All of this stock is now available to be sold.
Some of Facebook’s senior executives received huge payouts in this conversion. These executives included:
- Sheryl Sandberg, COO: 34 million shares worth $790 million at conversion. 15 million of these shares were withheld. Sandberg converted the remaining 18 million to Class A common stock that can now be sold.
- David Ebersman, CFO: 4.2 million shares worth $97 million at conversion. Ebersman retains 2.2 million shares of Class A common stock that can now be sold.
- Theodore Ullyot, General Counsel: 2.5 million shares worth $58 million. Ullyot retains 1.4 million shares that can now be sold.
- David Fischer, VP of Marketing: 1.1 million shares worth $26 million.
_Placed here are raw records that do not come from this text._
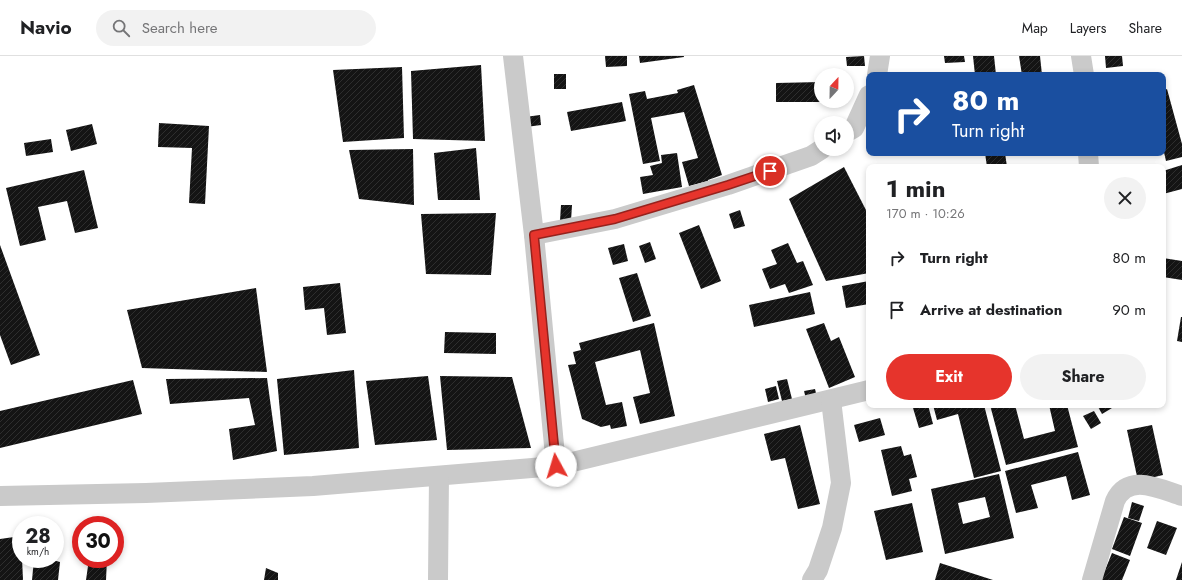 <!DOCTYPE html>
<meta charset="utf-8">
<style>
:root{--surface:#fff;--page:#f2f2f2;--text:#202124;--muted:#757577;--line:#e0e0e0;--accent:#e6342c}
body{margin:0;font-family:Jost,sans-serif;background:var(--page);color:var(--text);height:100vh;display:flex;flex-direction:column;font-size:15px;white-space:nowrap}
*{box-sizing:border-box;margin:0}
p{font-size:13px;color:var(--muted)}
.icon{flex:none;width:22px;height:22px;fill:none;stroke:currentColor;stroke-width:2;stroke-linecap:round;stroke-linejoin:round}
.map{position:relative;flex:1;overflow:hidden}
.panel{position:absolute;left:866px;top:108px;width:300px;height:244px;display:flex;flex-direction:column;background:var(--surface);border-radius:8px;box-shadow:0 2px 6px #0003}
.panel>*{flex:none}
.top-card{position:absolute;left:866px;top:16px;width:300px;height:84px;border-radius:8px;box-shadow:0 2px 6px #0003;background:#1a4fa0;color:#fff;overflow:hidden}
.needle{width:26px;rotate:22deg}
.controls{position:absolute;left:814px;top:12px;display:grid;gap:8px}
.controls a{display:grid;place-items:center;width:40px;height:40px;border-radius:50%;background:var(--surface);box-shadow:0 2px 6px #0003;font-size:20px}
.speed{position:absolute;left:12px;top:460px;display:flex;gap:8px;font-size:20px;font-weight:700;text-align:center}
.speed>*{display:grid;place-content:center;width:52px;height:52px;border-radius:50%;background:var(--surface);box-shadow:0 2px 6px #0003;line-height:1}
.speed small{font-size:10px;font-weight:400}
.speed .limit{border:6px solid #d22;background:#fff;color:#111}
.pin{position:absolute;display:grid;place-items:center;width:34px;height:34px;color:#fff;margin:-17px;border:2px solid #fff;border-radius:50%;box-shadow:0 1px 4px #0007}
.me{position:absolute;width:44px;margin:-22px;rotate:354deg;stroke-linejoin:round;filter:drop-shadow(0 0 3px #0008)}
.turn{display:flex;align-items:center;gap:14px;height:84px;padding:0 20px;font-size:18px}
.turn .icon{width:52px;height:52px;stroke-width:2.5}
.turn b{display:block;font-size:28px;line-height:34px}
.round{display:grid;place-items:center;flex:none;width:42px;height:42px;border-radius:21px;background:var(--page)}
.headline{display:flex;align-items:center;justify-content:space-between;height:68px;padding:0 20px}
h1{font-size:24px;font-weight:700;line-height:30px}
.button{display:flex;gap:8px;margin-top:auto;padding:8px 20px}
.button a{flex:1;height:46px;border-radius:24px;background:var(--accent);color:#fff;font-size:16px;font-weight:700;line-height:46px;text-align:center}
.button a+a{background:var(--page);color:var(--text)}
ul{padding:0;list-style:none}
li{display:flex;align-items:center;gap:12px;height:52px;padding:0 20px}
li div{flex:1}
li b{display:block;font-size:15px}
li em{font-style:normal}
header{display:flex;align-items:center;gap:24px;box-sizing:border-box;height:56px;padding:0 20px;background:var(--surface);border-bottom:1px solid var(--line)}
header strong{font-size:19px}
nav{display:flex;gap:22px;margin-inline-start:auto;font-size:14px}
.search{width:280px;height:36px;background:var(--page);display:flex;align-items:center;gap:10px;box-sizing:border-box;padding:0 14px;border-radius:22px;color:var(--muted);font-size:15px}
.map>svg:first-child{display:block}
.building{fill:url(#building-hatch);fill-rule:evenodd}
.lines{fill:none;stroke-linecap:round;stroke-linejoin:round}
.street{stroke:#cacaca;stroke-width:20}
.route-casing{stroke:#96221d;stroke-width:10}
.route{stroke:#e6342c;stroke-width:7}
</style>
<header>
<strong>Navio</strong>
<div class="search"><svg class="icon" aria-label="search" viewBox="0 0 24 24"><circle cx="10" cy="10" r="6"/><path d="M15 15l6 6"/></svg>Search here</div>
<nav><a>Map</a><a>Layers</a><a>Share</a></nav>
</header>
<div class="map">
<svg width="1182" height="524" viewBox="0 0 1182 524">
<defs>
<pattern id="building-hatch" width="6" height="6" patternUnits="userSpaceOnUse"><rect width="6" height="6" fill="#141414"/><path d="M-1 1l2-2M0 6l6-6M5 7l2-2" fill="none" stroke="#2e2e2e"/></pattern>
</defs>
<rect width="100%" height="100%" fill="#fff"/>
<g class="building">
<polygon points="605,0 627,0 627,10 606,11"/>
<polygon points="639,0 684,0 684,1 640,7"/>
<polygon points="864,0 865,10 847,10 846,1"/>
<polygon points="944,0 964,0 965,6 945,7"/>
<polygon points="973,0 994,0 996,19 975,19"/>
<polygon points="1019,0 1040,0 1042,19 1022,19"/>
<polygon points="1105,0 1122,0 1123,10 1106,12"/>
<polygon points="481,9 485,85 413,83 411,15"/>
<polygon points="402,11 404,82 343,86 333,14"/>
<rect x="554" y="18" width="12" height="15"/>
<polygon points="821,26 821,46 776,46 776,27"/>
<polygon points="694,29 722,119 708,124 708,125 689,130 682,106 698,102 684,56 651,62 660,105 643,108 629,38 645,35 647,43 678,37 677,34"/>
<polygon points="1167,33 1182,88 1182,101 1166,105 1163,92 1163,34"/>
<polygon points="622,46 626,65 571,75 567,56"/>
<polygon points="540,59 541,69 526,71 525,61"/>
<polygon points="159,67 209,70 205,148 189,147 192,92 158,91"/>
<polygon points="92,68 97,88 71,95 66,74"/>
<polygon points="51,83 53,96 26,100 24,87"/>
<polygon points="476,92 480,144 438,144 434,97"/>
<polygon points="413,93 414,149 359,143 349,94"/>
<polygon points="677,97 682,131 643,138 640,121 653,119 650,110 662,107 661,99"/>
<polygon points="985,97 1005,97 1007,111 987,111"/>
<polygon points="1182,109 1182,133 1163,138 1163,115"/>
<polygon points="844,111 869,160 869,217 826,225 789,143"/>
<polygon points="84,114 98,172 75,177 67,145 38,151 46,184 20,190 6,132"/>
<polygon points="561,149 572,149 571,165 560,165"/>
<polygon points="740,154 745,170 734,173 729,158"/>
<polygon points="496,157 491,219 426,218 421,158"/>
<polygon points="699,169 721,225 701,233 679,177"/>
<polygon points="650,186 656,203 645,207 639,190"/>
<polygon points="788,187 797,207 803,205 813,229 789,237 785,228 770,233 762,213 777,208 771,194"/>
<polygon points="624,188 628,205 613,209 608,192"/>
<polygon points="0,189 40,299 11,309 0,279"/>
<polygon points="1163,202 1182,205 1182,224 1163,221"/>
<polygon points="637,217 651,260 633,266 619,222"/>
<polygon points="869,225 869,248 846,252 842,230"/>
<polygon points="340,227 346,277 327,279 324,252 305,254 303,231"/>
<polygon points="256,232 267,316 142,312 127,254"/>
<polygon points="810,236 815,258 754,271 749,249"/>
<polygon points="1181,261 1182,261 1182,286 1177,285"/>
<polygon points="654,267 675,360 640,368 633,341 650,337 640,294 595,306 606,349 622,346 627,370 611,373 610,369 601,371 582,363 568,309 576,308 573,296 581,294 579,287"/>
<polygon points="824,267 831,285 839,281 855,321 829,332 806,273"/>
<polygon points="445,276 496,277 496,298 444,297"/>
<polygon points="354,314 359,392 284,399 277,323"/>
<polygon points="428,320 437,384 375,389 366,325"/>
<polygon points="440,320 512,321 531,392 447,394"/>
<polygon points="267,322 277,395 233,404 229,373 255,369 249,342 170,348 166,323"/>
<polygon points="787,323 792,343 782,345 777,325"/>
<polygon points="133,324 142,358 0,392 0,355"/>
<polygon points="776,330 779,343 768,346 765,333"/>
<polygon points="815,333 817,341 806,343 804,335"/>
<polygon points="925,349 928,349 933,368 919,372 913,352"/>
<polygon points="933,349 984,349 1001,415 974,422 958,358 937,364"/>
<polygon points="990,349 1015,349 1024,383 1055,375 1049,349 1067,349 1078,391 1006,409"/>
<polygon points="1097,349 1117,349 1102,358"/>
<polygon points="1094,355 1101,367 1091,373 1083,360"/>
<polygon points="880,362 885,379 859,386 854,369"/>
<polygon points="800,369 820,448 798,453 785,402 771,405 764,378"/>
<polygon points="1152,369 1163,419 1138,425 1127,374"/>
<polygon points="901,390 904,400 911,398 917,421 909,423 912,435 892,440 881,394"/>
<polygon points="1078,396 1090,439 1072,444 1066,420 1031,429 1038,452 1016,457 1005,415"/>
<path d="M999,418L1014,482L945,498L931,433ZM985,441L990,461L963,468L958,447Z"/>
<polygon points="1132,446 1144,450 1139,465 1128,462"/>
<polygon points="912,447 923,496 886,504 874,455"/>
<polygon points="1124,461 1142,467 1130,500 1112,493"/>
<polygon points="1157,465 1177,472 1166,499 1147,492"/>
<polygon points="21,480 23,524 0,524 0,483"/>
<polygon points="1112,497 1130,504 1122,524 1101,524"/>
<polygon points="34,503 49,503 60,506 58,524 32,524"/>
<polygon points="89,503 107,503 106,524 86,524"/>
<polygon points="1182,506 1182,524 1176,524"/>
<polygon points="940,507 993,524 935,524"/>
<polygon points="266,512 278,517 278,524 264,524"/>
</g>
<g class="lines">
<g class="street">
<polyline points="513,0 534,179 556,410"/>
<polyline points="1081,0 1084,19"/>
<polyline points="877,19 880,0"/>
<polyline points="847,76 854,72 869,39"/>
<polyline points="1088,97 1089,111"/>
<polyline points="534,179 615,163 728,129 811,100 822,93"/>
<polyline points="0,440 146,437 313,430 556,410 869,334"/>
<polyline points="438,524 439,420"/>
<polyline points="812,524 818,514 832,472 841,427 831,344"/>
<path d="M1092,524L1115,445C1128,416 1160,433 1182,440"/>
</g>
</g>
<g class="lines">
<g class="route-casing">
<polyline id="route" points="556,410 534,179 615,163 728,129 770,115"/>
</g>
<use href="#route" class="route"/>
</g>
</svg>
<div class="controls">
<a><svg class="needle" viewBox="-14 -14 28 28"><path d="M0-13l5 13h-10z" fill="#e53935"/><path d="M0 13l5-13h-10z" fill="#757577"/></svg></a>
<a><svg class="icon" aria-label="sound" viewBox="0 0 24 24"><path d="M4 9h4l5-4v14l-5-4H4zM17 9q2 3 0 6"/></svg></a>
</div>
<div class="speed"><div>28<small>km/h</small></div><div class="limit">30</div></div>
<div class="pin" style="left:770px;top:115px;background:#d93025"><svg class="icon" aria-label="arrive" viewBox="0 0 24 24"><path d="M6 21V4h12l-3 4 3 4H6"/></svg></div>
<svg class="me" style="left:556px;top:410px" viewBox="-20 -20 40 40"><circle r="19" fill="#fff"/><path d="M0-13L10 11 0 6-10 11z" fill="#e6342c"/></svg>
<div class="top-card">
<div class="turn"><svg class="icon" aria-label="right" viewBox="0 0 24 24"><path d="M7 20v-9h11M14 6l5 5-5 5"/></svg><div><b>80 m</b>Turn right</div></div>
</div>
<section class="panel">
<div class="headline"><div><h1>1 min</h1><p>170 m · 10:26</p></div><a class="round"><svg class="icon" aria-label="close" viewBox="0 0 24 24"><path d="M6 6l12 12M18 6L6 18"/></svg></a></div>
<ul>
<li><svg class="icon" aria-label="right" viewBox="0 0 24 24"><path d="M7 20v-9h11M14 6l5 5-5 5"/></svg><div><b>Turn right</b></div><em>80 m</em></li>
<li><svg class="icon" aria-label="arrive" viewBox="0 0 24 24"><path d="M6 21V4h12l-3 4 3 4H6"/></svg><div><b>Arrive at destination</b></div><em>90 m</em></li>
</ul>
<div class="button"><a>Exit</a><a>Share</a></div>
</section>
</div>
Fischer retains 568,282 shares that can now be sold.
- Micheal Schroepfer, VP Engineering, ~3 million shares worth $70 million. Schroepfer retains 1.5 million shares that can now be sold.
- David Spillane, Chief Accounting Officer: .7 million shares worth $16 million. Spillane retains 416,479 shares that can now be sold.
All of these senior executives will only be allowed to sell under so-called 10b-5 sales plans which set up regular sales in advance. Some of the execs, including Sandberg, have already begun selling small portions of their holdings via these plans.